К восемнадцати Машенька объездила с концертами всю Европу, за два следующих года — весь мир. В день своего двадцатилетия она давала концерт для скрипки с оркестром на сцене санкт-петербургской Капеллы. А вечером у нас ожидался семейный ужин. В тесном кругу, для своих.
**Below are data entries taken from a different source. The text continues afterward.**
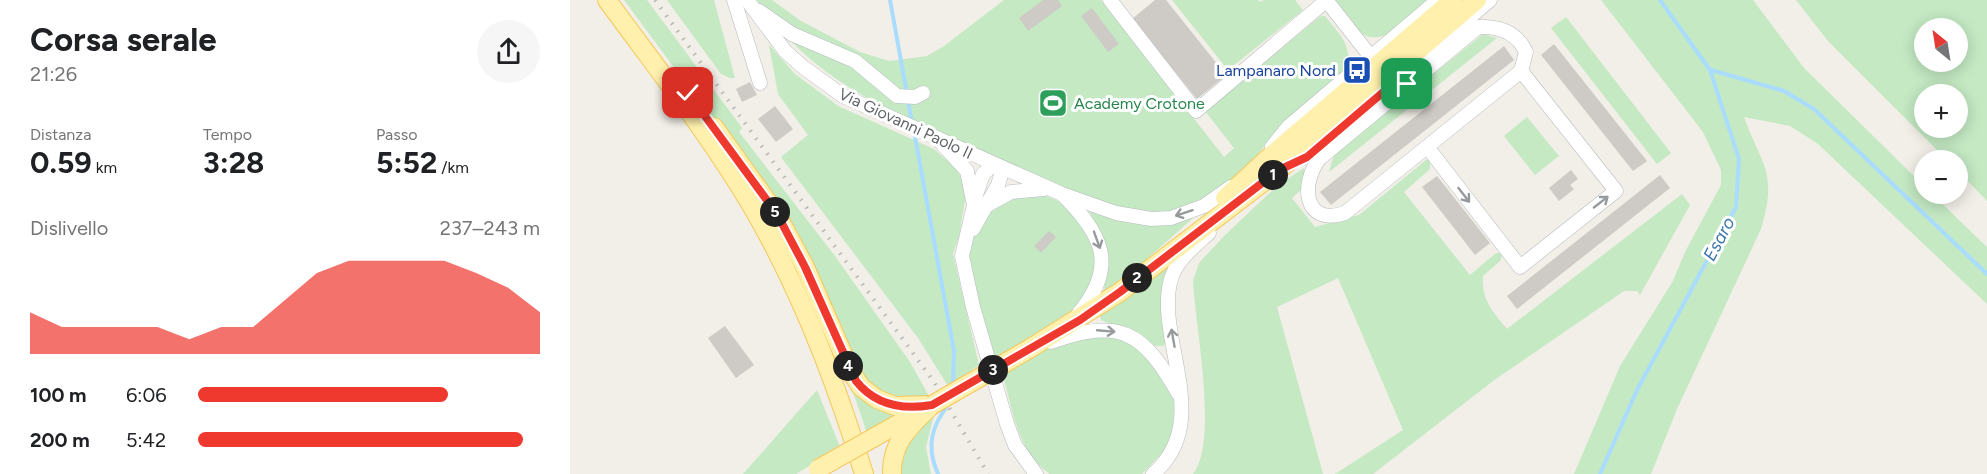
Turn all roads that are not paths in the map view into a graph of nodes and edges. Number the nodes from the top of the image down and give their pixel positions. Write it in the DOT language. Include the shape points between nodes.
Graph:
graph roads {
  1 [pos="734,0"];
  2 [pos="1110,0"];
  3 [pos="1327,0"];
  4 [pos="1438,0"];
  5 [pos="1453,0"];
  6 [pos="1477,0"];
  7 [pos="1490,0"];
  8 [pos="748,2"];
  9 [pos="611,7"];
  10 [pos="1371,57"];
  11 [pos="1521,71"];
  12 [pos="1404,81"];
  13 [pos="760,83"];
  14 [pos="919,95"];
  15 [pos="934,136"];
  16 [pos="1428,148"];
  17 [pos="1273,165"];
  18 [pos="998,166"];
  19 [pos="1056,191"];
  20 [pos="979,208"];
  21 [pos="1029,349"];
  22 [pos="1180,396"];
  23 [pos="932,405"];
  24 [pos="1015,446"];
  25 [pos="815,472"];
  26 [pos="862,474"];
  27 [pos="892,474"];
  28 [pos="1023,474"];
  29 [pos="1036,474"];
  30 [pos="1153,474"];
  1 -- 13 [label="street"];
  2 -- 3 [label="street" via="1196,111"];
  3 -- 10 [label="street"];
  4 -- 10 [label="street"];
  5 -- 17 [label="main road"];
  6 -- 17 [label="main road"];
  7 -- 12 [label="street"];
  8 -- 14 [label="street" via="792,34 855,62 897,96"];
  8 -- 15 [label="street, Via Giovanni Paolo II" via="776,40 803,67 843,96"];
  9 -- 23 [label="main road" via="688,93 767,200 805,267 861,387 895,406"];
  9 -- 26 [label="main road" via="711,143 765,230 791,281 852,435"];
  10 -- 17 [label="street" via="1289,126 1272,147"];
  11 -- 12 [label="street" via="1526,52 1520,41 1504,30 1478,27"];
  11 -- 16 [label="street"];
  16 -- 11 [label="street, one-way" via="1520,267 1616,191"];
  12 -- 16 [label="street" via="1320,158 1310,175 1310,203 1324,216 1345,213"];
  12 -- 17 [label="street" via="1307,157"];
  15 -- 18 [label="street, Via Giovanni Paolo II"];
  15 -- 20 [label="street" via="967,171"];
  17 -- 19 [label="street, one-way" via="1204,206 1171,218 1132,218"];
  17 -- 21 [label="main road" via="1159,261 1080,320"];
  22 -- 17 [label="street, one-way" via="1170,318 1172,279 1180,260"];
  18 -- 19 [label="street, Via Giovanni Paolo II"];
  18 -- 20 [label="street" via="998,185"];
  19 -- 20 [label="street" via="1011,192"];
  19 -- 21 [label="street, one-way" via="1084,215 1094,231 1101,250 1100,276 1090,300 1077,315"];
  20 -- 24 [label="street" via="962,256"];
  21 -- 22 [label="street, one-way" via="1092,330 1119,332 1151,351"];
  21 -- 23 [label="main road, bridge"];
  22 -- 30 [label="street" via="1181,418 1174,446"];
  23 -- 25 [label="main road, bridge"];
  23 -- 27 [label="main road" via="896,445"];
  24 -- 28 [label="street"];
  24 -- 29 [label="street"];
}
Сонечкиными стараниями праздничный стол ломился от блюд, а неотличимые друг от дружки Това и Двойра таскали с кухни все новые и новые. Успевшие в ожидании именинницы ополовинить бутылку сорокоградусной Вася и Яник пели вразнобой «не кочегары мы, не плотники». Старенький Ося скрипучим голоском подтягивал. Наводила последний марафет располневшая Яночка. А потом… Потом отворилась входная дверь, и в гостиную впорхнула Машенька. Светловолосая и голубоглазая, с ямочками на щеках. Но я не смотрел на нее, не смотрел на свое новое воплощение на Земле. Потому что в дверях застыл рослый плечистый красавец с вороными волосами до плеч. Он был в смокинге, и красная бабочка кровавым росчерком перерезала белоснежную рубаху.

— Знакомьтесь, — зазвенел Машенькин голос. — Это мой папа, Янкель Иосифович Эйхенбаум. Мама, Софья Борисовна. Дедушка…

Она перечисляла родню, но я не слышал — у меня разрывалось от боли отсутствующее сердце, потому что я уже понимал, знал уже, что…

— А это Тарас Попов, — пробились сквозь стекло новые слова, — мой друг. Он дирижировал оркестром сегодня. Он очень талантливый, но это не главное. Час назад Тарас сделал мне предложение.

Наступила пауза. Сквозь стекло я смотрел на застывшую на сервантной полке Тову в траурной рамке, и мне казалось, что Това плачет.

— А это прадедушка, — представила меня Машенька. — Аарон Менделевич Эйхенбаум. Взгляни: он на фотографии как живой. Я пошла в него, прадедушкины гены возродились в третьем поколении.

— Я тоже похож на покойного прадеда, — пробасил рослый красавец Тарас Попов. — Меня и назвали в его честь. У нас есть семейная реликвия — менора, которую подарил прадеду на фронте его смертельно раненный еврейский друг. В ней не хватает одной свечи, там, куда угодила пуля. Мой дед носил ее, потом отец, теперь я. Менора дарит нашему роду счастье. Сегодня оно досталось мне.

В этот миг сердце, которого у меня не было, расшиблось о стекло. Я рванулся с гвоздей, выдрал их из стены и обрушился вниз. Багетная рама, приложившись о край стола, раскололась. Я упал на пол плашмя, разбрызгав по сторонам осколки. Опрокинувшийся графин с томатным соком залил мне грудь и кровавым языком лизнул лицо.

— Не бывать, — услышал я последние в своей второй, уходящей жизни слова. — Не бывать! Дедушка против.